Bumbung
PADA era 1970 dan 1980-an, pemilihan kepala desa (Pilkades) di Jawa banyak diwarnai dengan dihadirkannya
Oleh: Pramono BS
PADA era 1970 dan 1980-an, pemilihan kepala desa (Pilkades) di Jawa banyak diwarnai dengan dihadirkannya bumbung atau kotak kosong sebagai lawan calon tunggal Kades.
Sebab tidak ada tokoh lain yang sanggup mencalonkan diri dengan pertimbangan biaya atau ketokohan calon lawan yang diramal bakal mengalahkannya. Daripada malu karena kalah lebih baik tidak mencalonkan diri.
Padahal ini pemilihan langsung, tidak mungkin calon tunggal langsung ditetapkan sebagai pemenang seperti pemilihan presiden lewat MPR yang saat itu selalu lewat aklamasi karena ‘hanya’ ada calon tunggal.
Pemilihan gubernur dan bupati/wali kota oleh DPRD juga selalu menampilkan calon boneka sebagai pelengkap demokrasi.
Pilkades waktu itu adalah satu-satunya pemilihan langsung yang masih tersisa di Indonesia dan ini menjadi kebanggaan rakyat.
Tampilnya bumbung adalah bentuk kearifan masyarakat desa yang berfikir lebih sederhana. Nyatanya memang tidak semua calon tunggal terpilih. Banyak kotak kosong yang menjadi ‘pemenang’ sehingga harus dilakukan Pilkades lagi.
Tetapi hak rakyat tidak hilang sehingga rakyat puas. Pilkades adalah tanggung jawab warga, calon tidak ada yang mewakili parpol. Pilkada dicalonkan oleh parpol, jadi sukses tidaknya tergantung parpol.
Fenomena itulah yang kini terjadi, bahkan bisa terjadi lagi pada Pilkada serentak tahap dua yang akan berlangsung pada 2017. Parpol yang takut kalah memilih tidak mendaftarkan calonnya, sehingga hanya ada calon tunggal.

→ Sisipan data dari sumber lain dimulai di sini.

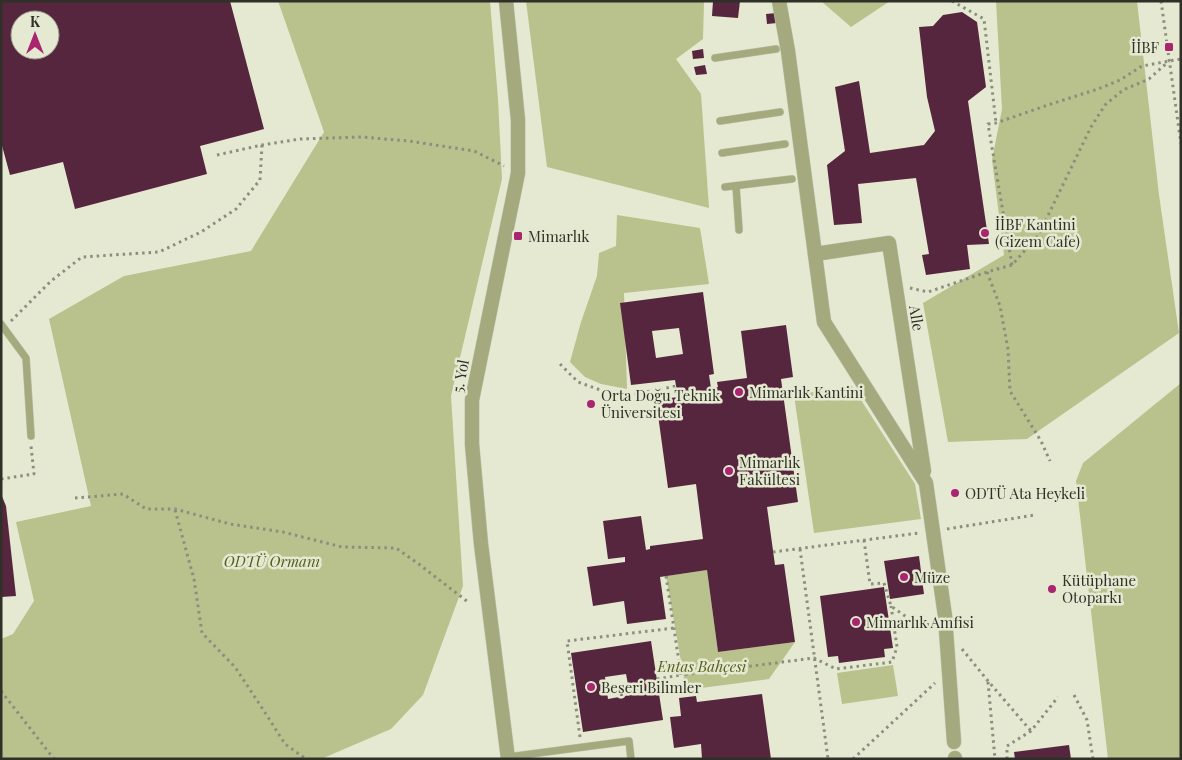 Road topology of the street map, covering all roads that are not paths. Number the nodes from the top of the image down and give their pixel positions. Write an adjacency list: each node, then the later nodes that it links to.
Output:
1 (506, 1): 19 (street, 5. Yol)
2 (779, 1): 13 (street, Alle)
3 (776, 49): 4 (lane)
4 (714, 58)
5 (780, 112): 6 (lane)
6 (720, 121)
7 (785, 144): 8 (lane)
8 (722, 153)
9 (792, 179): 10 (lane)
10 (736, 186): 11 (lane); 12 (lane)
11 (725, 187)
12 (739, 230)
13 (815, 254): 16 (street, Alle); 16 (street, Alle)
14 (3, 326): 15 (lane)
15 (31, 436)
16 (925, 478): 17 (street, Alle)
17 (954, 742)
18 (540, 756): 19 (lane); 20 (lane)
19 (508, 758)
20 (631, 759) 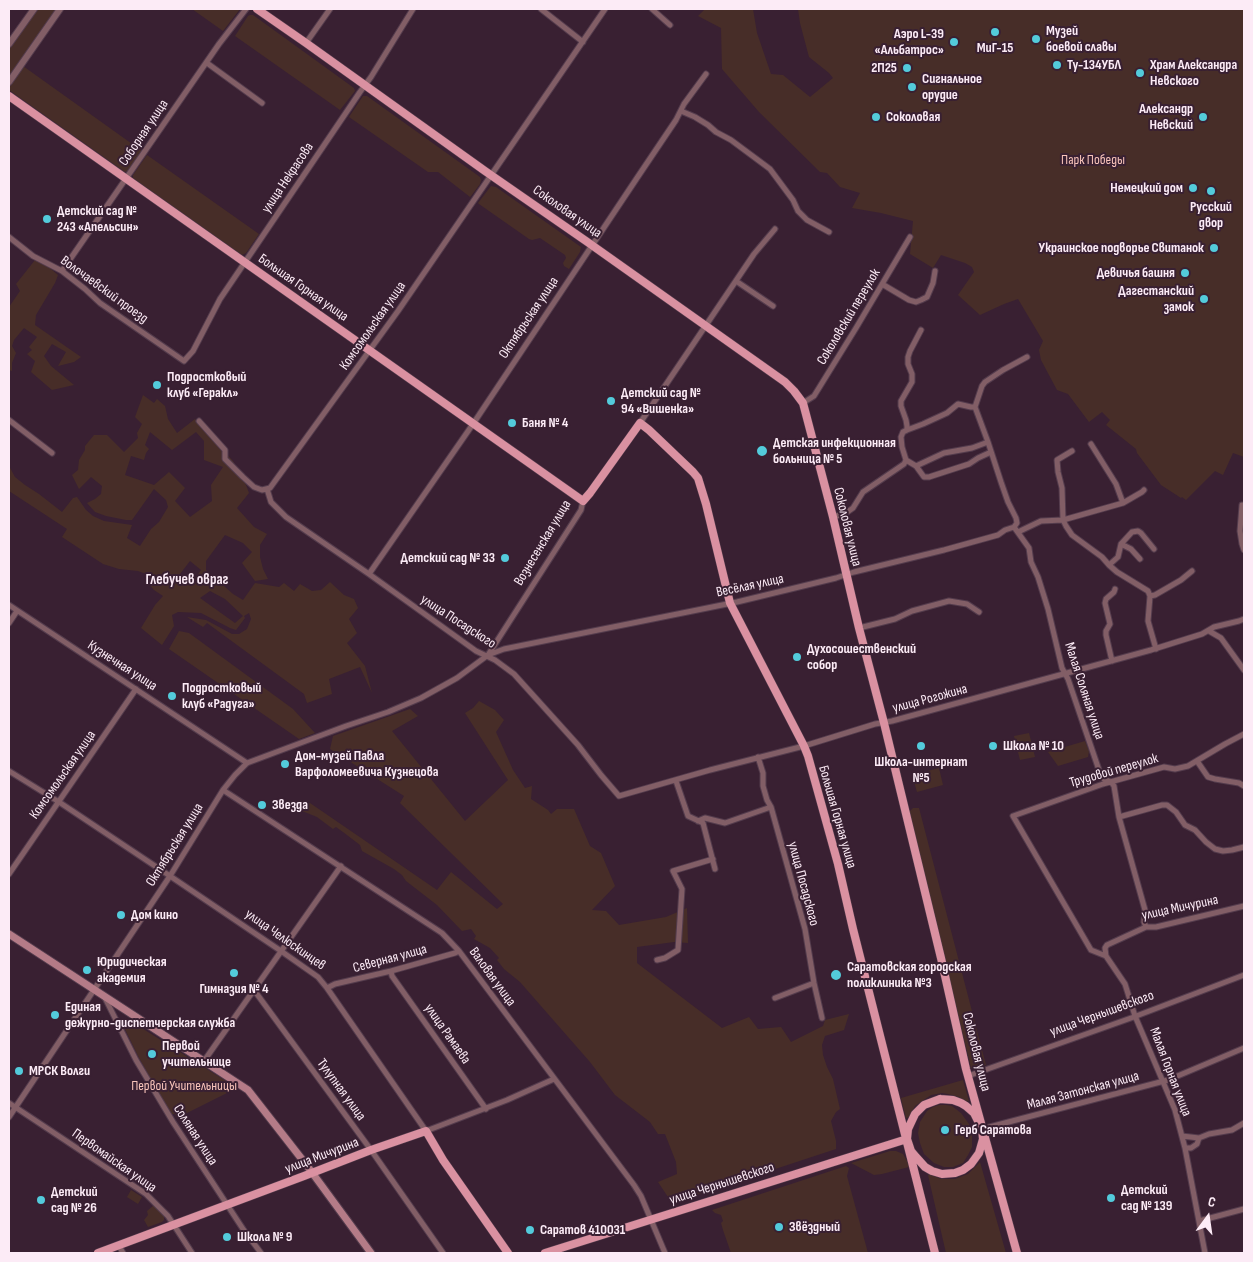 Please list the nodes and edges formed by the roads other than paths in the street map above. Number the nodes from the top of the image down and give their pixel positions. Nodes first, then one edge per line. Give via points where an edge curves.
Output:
1 (34, 9) edge
2 (60, 9) edge
3 (246, 9) edge
4 (257, 9) edge
5 (330, 9) edge
6 (413, 9) edge
7 (541, 9) edge
8 (606, 9) edge
9 (652, 9) edge
10 (670, 25) dead end
11 (583, 42) junction
12 (306, 43) junction
13 (9, 44) edge
14 (206, 63) junction
15 (706, 74) dead end
16 (9, 82) edge
17 (366, 85) junction
18 (9, 96) edge
19 (262, 103) dead end
20 (681, 111) junction
21 (492, 176) junction
22 (126, 179) junction
23 (775, 229) dead end
24 (829, 232) dead end
25 (910, 237) dead end
26 (9, 238) edge
27 (592, 245) junction
28 (244, 262) junction
29 (62, 271) junction
30 (935, 271) dead end
31 (736, 281) junction
32 (882, 284) junction
33 (773, 306) dead end
34 (705, 326) junction
35 (921, 330) dead end
36 (370, 351) junction
37 (1027, 357) dead end
38 (184, 362) joint
39 (803, 403) junction
40 (975, 407) junction
41 (9, 420) edge
42 (199, 421) dead end
43 (640, 422) junction
44 (473, 424) junction
45 (907, 430) junction
46 (988, 442) junction
47 (1091, 444) dead end
48 (992, 452) junction
49 (1072, 452) dead end
50 (52, 453) dead end
51 (906, 460) junction
52 (916, 466) junction
53 (268, 489) junction
54 (1144, 490) dead end
55 (583, 501) junction
56 (1123, 503) junction
57 (1242, 505) dead end
58 (832, 517) junction
59 (1063, 520) junction
60 (1016, 529) junction
61 (1121, 544) junction
62 (1154, 549) dead end
63 (1244, 550) edge
64 (1140, 559) dead end
65 (1109, 565) junction
66 (1192, 571) dead end
67 (369, 574) junction
68 (846, 575) junction
69 (1115, 589) dead end
70 (1150, 596) junction
71 (730, 603) junction
72 (9, 606) edge
73 (17, 611) junction
74 (979, 612) dead end
75 (1244, 619) edge
76 (9, 623) edge
77 (859, 628) junction
78 (1208, 631) junction
79 (1156, 649) junction
80 (488, 655) junction
81 (1112, 661) junction
82 (1244, 670) edge
83 (1065, 674) junction
84 (136, 689) junction
85 (884, 723) junction
86 (1244, 734) edge
87 (804, 746) junction
88 (758, 757) junction
89 (1197, 760) junction
90 (246, 763) junction
91 (9, 771) edge
92 (676, 781) junction
93 (1110, 782) junction
94 (1244, 786) edge
95 (223, 790) junction
96 (619, 796) joint
97 (59, 802) junction
98 (771, 807) junction
99 (1013, 816) joint
100 (1120, 817) junction
101 (698, 821) junction
102 (1244, 847) edge
103 (713, 859) junction
104 (341, 866) junction
105 (715, 868) dead end
106 (9, 874) edge
107 (170, 876) junction
108 (1244, 906) edge
109 (1146, 927) junction
110 (9, 934) edge
111 (459, 950) junction
112 (281, 951) junction
113 (1106, 956) junction
114 (657, 960) dead end
115 (391, 972) junction
116 (1244, 975) edge
117 (814, 983) junction
118 (327, 988) junction
119 (94, 990) junction
120 (254, 990) junction
121 (105, 997) junction
122 (775, 998) dead end
123 (1135, 1016) junction
124 (822, 1018) dead end
125 (1244, 1048) edge
126 (204, 1061) junction
127 (968, 1076) junction
128 (554, 1079) junction
129 (1163, 1081) junction
130 (9, 1103) edge
131 (16, 1107) junction
132 (486, 1109) junction
133 (9, 1117) edge
134 (1244, 1123) edge
135 (982, 1129) junction
136 (426, 1131) junction
137 (1182, 1136) junction
138 (1199, 1138) junction
139 (904, 1139) junction
140 (1185, 1148) junction
141 (371, 1150) junction
142 (312, 1173) junction
143 (228, 1205) junction
144 (1244, 1209) edge
145 (651, 1219) junction
146 (1200, 1220) junction
147 (173, 1224) junction
148 (119, 1246) junction
149 (98, 1253) edge
150 (123, 1253) edge
151 (192, 1253) edge
152 (260, 1253) edge
153 (371, 1253) edge
154 (443, 1253) edge
155 (508, 1253) edge
156 (545, 1253) edge
157 (664, 1253) edge
158 (934, 1253) edge
159 (1017, 1253) edge
160 (1205, 1253) edge

1 - 13 street
2 - 16 street
3 - 14 street, Соборная улица
4 - 12 main road, Соколовая улица
5 - 12 street
6 - 17 street, улица Некрасова
7 - 11 street
8 - 11 street, Комсомольская улица
9 - 10 street
11 - 21 street, Комсомольская улица
12 - 17 main road, Соколовая улица
14 - 19 street
14 - 22 street, Соборная улица
15 - 20 street, Октябрьская улица
17 - 21 main road, Соколовая улица
17 - 28 street, улица Некрасова
18 - 22 main road, Большая Горная улица
20 - 24 street via 708,125 770,169 798,211
20 - 27 street, Октябрьская улица
21 - 27 main road, Соколовая улица
21 - 36 street, Комсомольская улица
22 - 28 main road, Большая Горная улица
22 - 29 street, Соборная улица
23 - 31 street, Вознесенская улица
25 - 32 street, Соколовский переулок
26 - 29 street, Волочаевский проезд via 33,256
27 - 34 main road, Соколовая улица
27 - 44 street, Октябрьская улица
28 - 36 main road, Большая Горная улица
28 - 38 street, улица Некрасова
29 - 38 street, Волочаевский проезд via 100,303
30 - 32 street via 926,297 916,302
31 - 33 street
31 - 34 street, Вознесенская улица
32 - 39 street, Соколовский переулок via 814,396
34 - 39 main road, Соколовая улица via 785,382
34 - 43 street, Вознесенская улица
35 - 45 street via 908,357 912,382 901,401
36 - 44 main road, Большая Горная улица
36 - 53 street, Комсомольская улица
37 - 40 street via 984,382
39 - 58 main road, Соколовая улица
40 - 45 street via 958,404 947,413
40 - 46 street, Малая Соляная улица
41 - 50 street
42 - 53 street via 225,450 225,459 230,465 254,487
43 - 55 main road, Вознесенская улица
43 - 71 main road, Большая Горная улица via 698,478
44 - 55 main road, Большая Горная улица
44 - 67 street, Октябрьская улица
45 - 51 street via 901,437
46 - 48 street, Малая Соляная улица
46 - 52 street via 944,453
47 - 56 street via 1116,484
48 - 52 street via 969,464 929,477 924,477
48 - 60 street, Малая Соляная улица via 1016,518
49 - 59 street via 1057,460
51 - 52 street
51 - 58 street via 863,492 853,508
53 - 67 street, улица Посадского via 271,502 286,517
54 - 56 street, Весёлая улица
55 - 80 street, Вознесенская улица via 581,510
56 - 59 street, Весёлая улица
57 - 63 street via 1240,531
58 - 68 main road, Соколовая улица
59 - 60 street, Весёлая улица via 1041,521
59 - 65 street via 1072,534
60 - 68 street, Весёлая улица
60 - 83 street, Малая Соляная улица via 1029,548
61 - 62 street via 1132,532 1138,531
61 - 64 street
61 - 65 street via 1118,557
65 - 70 street via 1148,591
66 - 70 street
67 - 80 street, улица Посадского via 476,651
68 - 71 street, Весёлая улица
68 - 77 main road, Соколовая улица
69 - 81 street via 1104,603 1110,624 1106,636
70 - 79 street via 1148,621
71 - 80 street, Весёлая улица via 504,649
71 - 87 main road, Большая Горная улица
72 - 73 street, Кузнечная улица
73 - 76 street
73 - 84 street, Кузнечная улица
74 - 77 street via 968,604 949,601
75 - 78 street, улица Рогожина via 1214,626
77 - 85 main road, Соколовая улица
78 - 79 street, улица Рогожина
78 - 82 street via 1221,638
79 - 81 street, улица Рогожина
80 - 90 street, Вознесенская улица via 457,678 421,698
80 - 96 street, улица Посадского via 514,674
81 - 83 street, улица Рогожина
83 - 85 street, улица Рогожина
83 - 93 street, Малая Соляная улица via 1100,773 1104,780
84 - 90 street, Кузнечная улица
84 - 97 street, Комсомольская улица
85 - 87 street, улица Рогожина
85 - 127 main road, Соколовая улица
86 - 89 street, Трудовой переулок
87 - 88 street, улица Рогожина
87 - 139 main road, Большая Горная улица via 838,864
88 - 92 street, улица Рогожина
88 - 98 street, улица Посадского
89 - 93 street, Трудовой переулок via 1181,769 1164,767
89 - 94 street via 1208,777
90 - 95 street, Октябрьская улица
91 - 97 street, улица Челюскинцев
92 - 96 street, улица Рогожина
92 - 101 street via 688,816
93 - 99 street, Трудовой переулок
93 - 100 street, Малая Соляная улица via 1116,792
95 - 104 street, Валовая улица
95 - 107 street, Октябрьская улица
97 - 106 street, Комсомольская улица
97 - 107 street, улица Челюскинцев
98 - 101 street via 725,823 705,818
98 - 117 street, улица Посадского via 805,929
99 - 113 street, Малая Горная улица via 1091,950
100 - 102 street via 1167,805 1185,825 1215,849 1223,851
100 - 109 street, Малая Соляная улица
101 - 103 street via 703,823
103 - 105 street
103 - 114 street via 673,871 682,889 678,950
104 - 111 street, Валовая улица via 442,933
104 - 112 street
107 - 112 street, улица Челюскинцев
107 - 119 street, Октябрьская улица
108 - 109 street, улица Мичурина
109 - 113 street, улица Мичурина via 1106,945
110 - 119 main road
111 - 115 street, Северная улица
111 - 128 street, Валовая улица
112 - 118 street, улица Челюскинцев via 318,977
112 - 120 street
113 - 123 street, Малая Горная улица via 1125,984
115 - 118 street, Северная улица
115 - 132 street, улица Рамаева
116 - 123 street, улица Чернышевского
117 - 122 street
117 - 124 street, улица Посадского
118 - 136 street, улица Челюскинцев
119 - 121 main road
119 - 131 street, Октябрьская улица
120 - 126 street
120 - 141 street, Тулупная улица
121 - 126 main road
121 - 143 street, Соляная улица via 141,1068
123 - 127 street, улица Чернышевского
123 - 129 street, Малая Горная улица
125 - 129 street, Малая Затонская улица
126 - 142 main road via 248,1090
127 - 135 main road, Соколовая улица
128 - 132 street, улица Мичурина
128 - 145 street, Валовая улица via 634,1185
129 - 135 street, Малая Затонская улица
129 - 137 street, Малая Горная улица
130 - 131 street, Первомайская улица
131 - 133 street, Октябрьская улица
131 - 147 street, Первомайская улица via 146,1194
132 - 136 street, улица Мичурина
134 - 138 street via 1232,1130
135 - 139 main road via 974,1113 961,1103 940,1099 924,1105 915,1114
135 - 139 main road via 979,1153 971,1164 955,1174 942,1174 926,1167
135 - 159 main road, Соколовая улица
136 - 141 main road, улица Мичурина
136 - 155 main road, улица Челюскинцев
137 - 138 street
137 - 140 street, Малая Горная улица
138 - 140 street via 1191,1148
139 - 145 main road, улица Чернышевского
139 - 158 main road, Большая Горная улица
140 - 146 street, Малая Горная улица
141 - 142 main road, улица Мичурина
141 - 154 street, Тулупная улица
142 - 143 main road, улица Мичурина
142 - 153 main road
143 - 147 main road, улица Мичурина
143 - 152 street, Соляная улица
144 - 146 street
145 - 156 main road, улица Чернышевского
145 - 157 street, Валовая улица
146 - 160 street, Малая Горная улица
147 - 148 main road, улица Мичурина
147 - 151 street, Первомайская улица
148 - 149 main road, улица Мичурина
148 - 150 street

Tentu penyelesaiannya tidak semudah di desa. UU menyebutkan, jika sampai batas akhir pendaftaran hanya ada satu pasangan bakal calon kepala daerah, maka akan diperpanjang tiga hari.
Kalau pada pendaftaran kedua tidak juga ada bakal calon lain, maka sesuai UU, Pilkada diundur hingga 2017. Sedangkan jabatan kepala daerah yang kosong selama dua tahun dijabat oleh seorang pelaksana tugas.
Tetapi untuk menghindari calon tunggal, pemerintah memperpanjang lagi masa pendaftaran, 9-11 Agustus 2015. Kalau masih ada calon tunggal juga, Pilkada diundur. Jika pada Pilkada serentak 2017 masih juga ada yang hanya punya satu pasangan calon, mau diundur kapan lagi?
Banyak kerugian yang dialami rakyat jika Pilkada diundur. Pelaksana tugas adalah pejabat yang tidak berwenang mengambil keputusan strategis, lantas bagaimana kelanjutan pembangunan daerah itu?
Hak rakyat untuk memilih juga hilang, sedang pasangan calon tunggal yang sudah mempersiapkan diri bisa kehilangan dukungan karena waktu dua tahun bisa saja membuat orang beralih pilihan.